Instructions to follow:
Every line containing the word "edges" is to be copied from the data below.

Data under study:
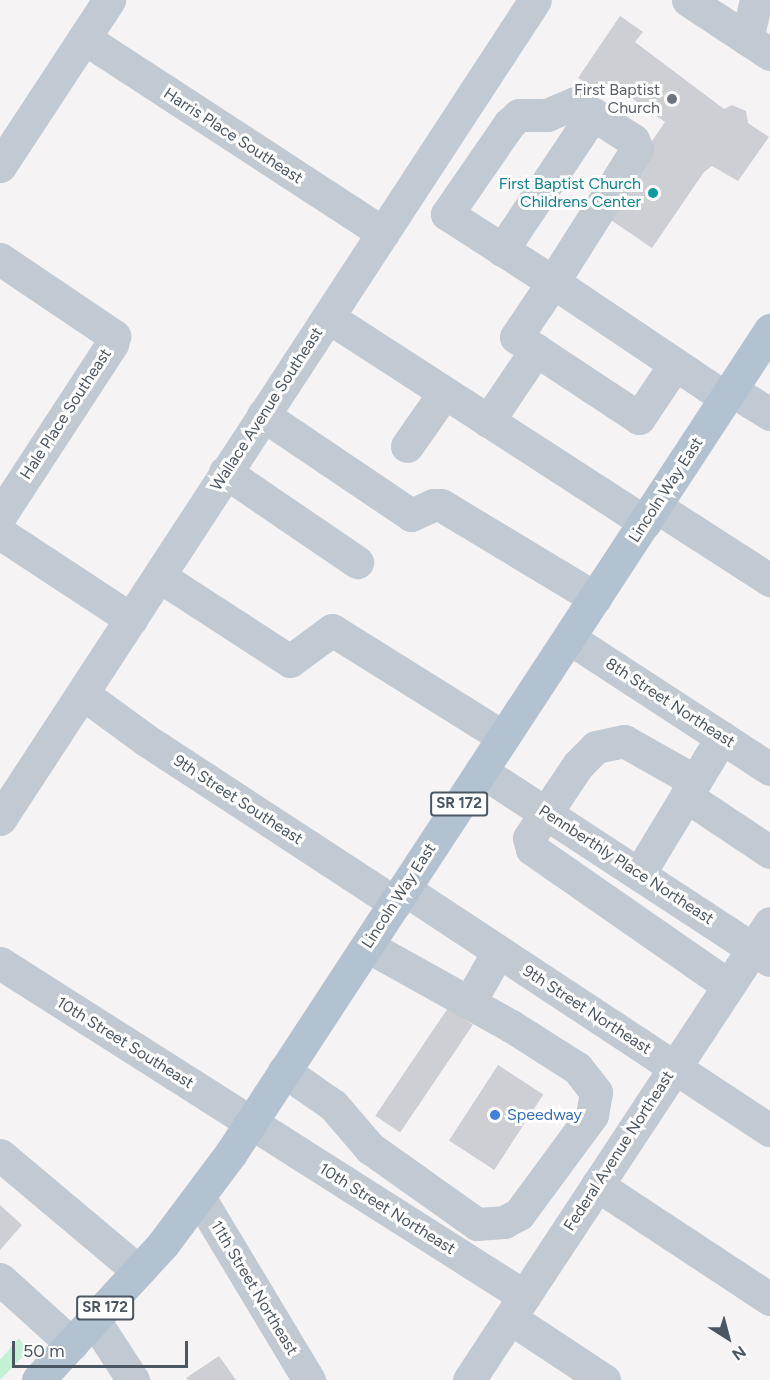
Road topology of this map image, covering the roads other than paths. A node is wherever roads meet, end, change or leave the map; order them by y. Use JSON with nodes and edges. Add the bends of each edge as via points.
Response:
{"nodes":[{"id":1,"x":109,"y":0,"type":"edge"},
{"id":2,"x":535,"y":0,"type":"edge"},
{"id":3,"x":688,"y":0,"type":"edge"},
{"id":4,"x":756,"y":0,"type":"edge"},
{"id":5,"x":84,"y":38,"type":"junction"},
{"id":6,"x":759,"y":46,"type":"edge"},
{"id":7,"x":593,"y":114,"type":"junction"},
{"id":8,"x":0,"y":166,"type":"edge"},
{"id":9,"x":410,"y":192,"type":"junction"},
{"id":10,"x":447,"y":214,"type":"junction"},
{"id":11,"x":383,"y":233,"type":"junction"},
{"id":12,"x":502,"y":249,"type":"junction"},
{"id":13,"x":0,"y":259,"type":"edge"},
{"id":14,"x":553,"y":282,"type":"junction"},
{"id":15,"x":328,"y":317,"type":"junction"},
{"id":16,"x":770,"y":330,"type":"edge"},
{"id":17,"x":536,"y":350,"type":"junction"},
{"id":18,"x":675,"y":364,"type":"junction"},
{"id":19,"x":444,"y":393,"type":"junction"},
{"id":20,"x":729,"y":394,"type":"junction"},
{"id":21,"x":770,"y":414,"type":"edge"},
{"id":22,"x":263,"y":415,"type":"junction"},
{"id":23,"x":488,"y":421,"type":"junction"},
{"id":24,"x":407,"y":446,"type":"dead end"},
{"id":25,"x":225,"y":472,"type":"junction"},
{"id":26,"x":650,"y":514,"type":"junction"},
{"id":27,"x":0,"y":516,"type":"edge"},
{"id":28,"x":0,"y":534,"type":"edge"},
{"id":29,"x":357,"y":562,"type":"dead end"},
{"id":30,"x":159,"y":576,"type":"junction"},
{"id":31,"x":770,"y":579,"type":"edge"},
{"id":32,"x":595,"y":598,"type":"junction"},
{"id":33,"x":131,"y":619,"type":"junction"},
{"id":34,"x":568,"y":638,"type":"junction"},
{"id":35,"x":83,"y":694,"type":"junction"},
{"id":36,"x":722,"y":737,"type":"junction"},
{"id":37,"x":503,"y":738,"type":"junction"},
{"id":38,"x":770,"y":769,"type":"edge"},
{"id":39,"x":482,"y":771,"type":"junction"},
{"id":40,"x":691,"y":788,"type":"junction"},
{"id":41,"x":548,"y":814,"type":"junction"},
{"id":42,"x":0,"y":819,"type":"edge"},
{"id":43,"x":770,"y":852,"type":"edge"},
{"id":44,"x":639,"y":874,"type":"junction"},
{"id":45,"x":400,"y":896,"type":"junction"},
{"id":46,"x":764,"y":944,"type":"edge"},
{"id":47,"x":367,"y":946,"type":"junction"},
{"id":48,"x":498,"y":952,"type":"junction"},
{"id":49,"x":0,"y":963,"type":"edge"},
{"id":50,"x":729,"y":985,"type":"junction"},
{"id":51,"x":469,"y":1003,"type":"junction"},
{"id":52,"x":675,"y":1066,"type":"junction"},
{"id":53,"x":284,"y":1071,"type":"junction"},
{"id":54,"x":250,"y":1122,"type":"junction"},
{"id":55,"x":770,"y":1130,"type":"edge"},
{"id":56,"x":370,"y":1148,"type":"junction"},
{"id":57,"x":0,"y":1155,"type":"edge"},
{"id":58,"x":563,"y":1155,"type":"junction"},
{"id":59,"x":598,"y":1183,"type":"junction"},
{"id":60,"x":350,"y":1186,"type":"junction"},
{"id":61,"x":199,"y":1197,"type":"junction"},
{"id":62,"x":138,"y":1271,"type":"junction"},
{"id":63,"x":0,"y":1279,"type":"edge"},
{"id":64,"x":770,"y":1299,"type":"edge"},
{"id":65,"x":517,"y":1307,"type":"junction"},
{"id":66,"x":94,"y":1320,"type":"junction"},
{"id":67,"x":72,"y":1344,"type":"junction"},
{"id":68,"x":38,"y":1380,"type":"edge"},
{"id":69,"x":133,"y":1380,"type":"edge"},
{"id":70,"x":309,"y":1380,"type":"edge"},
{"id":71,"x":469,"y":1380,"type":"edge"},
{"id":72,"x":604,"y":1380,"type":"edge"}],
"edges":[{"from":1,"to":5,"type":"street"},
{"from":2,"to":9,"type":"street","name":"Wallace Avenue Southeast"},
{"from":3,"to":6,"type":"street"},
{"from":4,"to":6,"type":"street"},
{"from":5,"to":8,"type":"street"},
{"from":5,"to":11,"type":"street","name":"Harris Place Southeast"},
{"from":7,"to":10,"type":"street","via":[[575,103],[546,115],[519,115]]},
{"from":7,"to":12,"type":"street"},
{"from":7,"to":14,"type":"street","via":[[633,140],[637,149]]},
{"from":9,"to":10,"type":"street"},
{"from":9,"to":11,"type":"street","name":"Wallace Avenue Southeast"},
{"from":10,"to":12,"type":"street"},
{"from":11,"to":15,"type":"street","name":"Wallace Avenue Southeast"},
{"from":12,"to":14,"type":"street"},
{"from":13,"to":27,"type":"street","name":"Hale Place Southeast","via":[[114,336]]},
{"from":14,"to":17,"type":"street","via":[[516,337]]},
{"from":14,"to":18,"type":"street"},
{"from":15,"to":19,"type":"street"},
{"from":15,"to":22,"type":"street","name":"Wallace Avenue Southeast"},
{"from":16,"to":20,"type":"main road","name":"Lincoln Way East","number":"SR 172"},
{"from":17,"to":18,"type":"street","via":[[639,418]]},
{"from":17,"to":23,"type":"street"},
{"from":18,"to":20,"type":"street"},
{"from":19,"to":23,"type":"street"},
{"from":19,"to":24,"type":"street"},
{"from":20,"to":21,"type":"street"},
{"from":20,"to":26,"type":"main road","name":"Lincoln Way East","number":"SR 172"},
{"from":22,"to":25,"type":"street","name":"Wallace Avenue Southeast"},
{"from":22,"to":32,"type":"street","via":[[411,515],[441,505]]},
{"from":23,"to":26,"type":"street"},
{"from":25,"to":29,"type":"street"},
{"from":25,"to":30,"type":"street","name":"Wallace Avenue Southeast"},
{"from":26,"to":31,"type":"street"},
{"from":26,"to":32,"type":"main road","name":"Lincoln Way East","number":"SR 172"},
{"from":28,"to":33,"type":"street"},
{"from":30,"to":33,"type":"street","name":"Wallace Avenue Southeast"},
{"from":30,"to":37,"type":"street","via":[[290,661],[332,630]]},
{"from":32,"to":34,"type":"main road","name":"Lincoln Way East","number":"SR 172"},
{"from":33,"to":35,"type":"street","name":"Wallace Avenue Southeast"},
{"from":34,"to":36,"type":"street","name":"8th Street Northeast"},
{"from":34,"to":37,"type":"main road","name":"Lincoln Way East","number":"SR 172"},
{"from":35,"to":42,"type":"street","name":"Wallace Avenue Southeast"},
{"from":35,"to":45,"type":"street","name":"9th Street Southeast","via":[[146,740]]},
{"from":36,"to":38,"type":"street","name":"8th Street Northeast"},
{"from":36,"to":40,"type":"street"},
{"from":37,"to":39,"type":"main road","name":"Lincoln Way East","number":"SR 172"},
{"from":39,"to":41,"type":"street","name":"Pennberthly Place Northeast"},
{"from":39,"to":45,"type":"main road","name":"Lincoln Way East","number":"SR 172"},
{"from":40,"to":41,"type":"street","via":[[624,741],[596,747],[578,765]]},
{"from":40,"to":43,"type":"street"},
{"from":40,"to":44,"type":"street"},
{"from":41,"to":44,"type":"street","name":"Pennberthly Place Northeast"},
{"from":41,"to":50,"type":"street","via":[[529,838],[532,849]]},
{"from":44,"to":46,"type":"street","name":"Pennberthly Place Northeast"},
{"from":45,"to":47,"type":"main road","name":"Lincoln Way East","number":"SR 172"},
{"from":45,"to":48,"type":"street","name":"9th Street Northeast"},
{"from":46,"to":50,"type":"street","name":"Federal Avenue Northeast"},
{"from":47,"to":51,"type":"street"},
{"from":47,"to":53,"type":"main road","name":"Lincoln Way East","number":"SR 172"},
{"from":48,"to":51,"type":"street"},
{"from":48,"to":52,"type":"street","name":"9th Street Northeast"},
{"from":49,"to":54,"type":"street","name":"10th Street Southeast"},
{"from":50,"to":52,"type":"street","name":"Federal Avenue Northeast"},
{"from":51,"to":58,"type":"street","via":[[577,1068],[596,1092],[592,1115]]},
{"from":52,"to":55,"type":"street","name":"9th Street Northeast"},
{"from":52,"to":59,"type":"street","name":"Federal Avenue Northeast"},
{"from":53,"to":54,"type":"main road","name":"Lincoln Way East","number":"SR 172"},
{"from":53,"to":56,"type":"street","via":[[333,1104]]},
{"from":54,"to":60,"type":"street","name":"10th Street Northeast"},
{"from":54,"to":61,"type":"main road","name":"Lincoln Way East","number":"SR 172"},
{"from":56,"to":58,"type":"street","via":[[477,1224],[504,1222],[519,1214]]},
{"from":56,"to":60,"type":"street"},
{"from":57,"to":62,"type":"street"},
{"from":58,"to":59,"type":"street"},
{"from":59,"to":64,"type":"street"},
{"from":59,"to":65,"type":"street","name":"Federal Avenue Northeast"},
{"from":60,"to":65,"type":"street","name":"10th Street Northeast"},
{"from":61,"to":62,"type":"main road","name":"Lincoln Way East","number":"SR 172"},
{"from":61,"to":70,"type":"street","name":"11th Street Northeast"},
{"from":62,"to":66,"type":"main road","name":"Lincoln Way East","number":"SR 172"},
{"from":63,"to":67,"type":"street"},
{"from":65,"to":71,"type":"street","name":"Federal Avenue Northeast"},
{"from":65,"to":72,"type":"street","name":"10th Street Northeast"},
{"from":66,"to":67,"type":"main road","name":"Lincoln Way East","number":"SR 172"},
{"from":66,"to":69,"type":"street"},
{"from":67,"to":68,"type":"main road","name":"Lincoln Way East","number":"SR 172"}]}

Reply:
Road topology of this map image, covering the roads other than paths. A node is wherever roads meet, end, change or leave the map; order them by y. Use JSON with nodes and edges. Add the bends of each edge as via points.
"edges":[{"from":1,"to":5,"type":"street"},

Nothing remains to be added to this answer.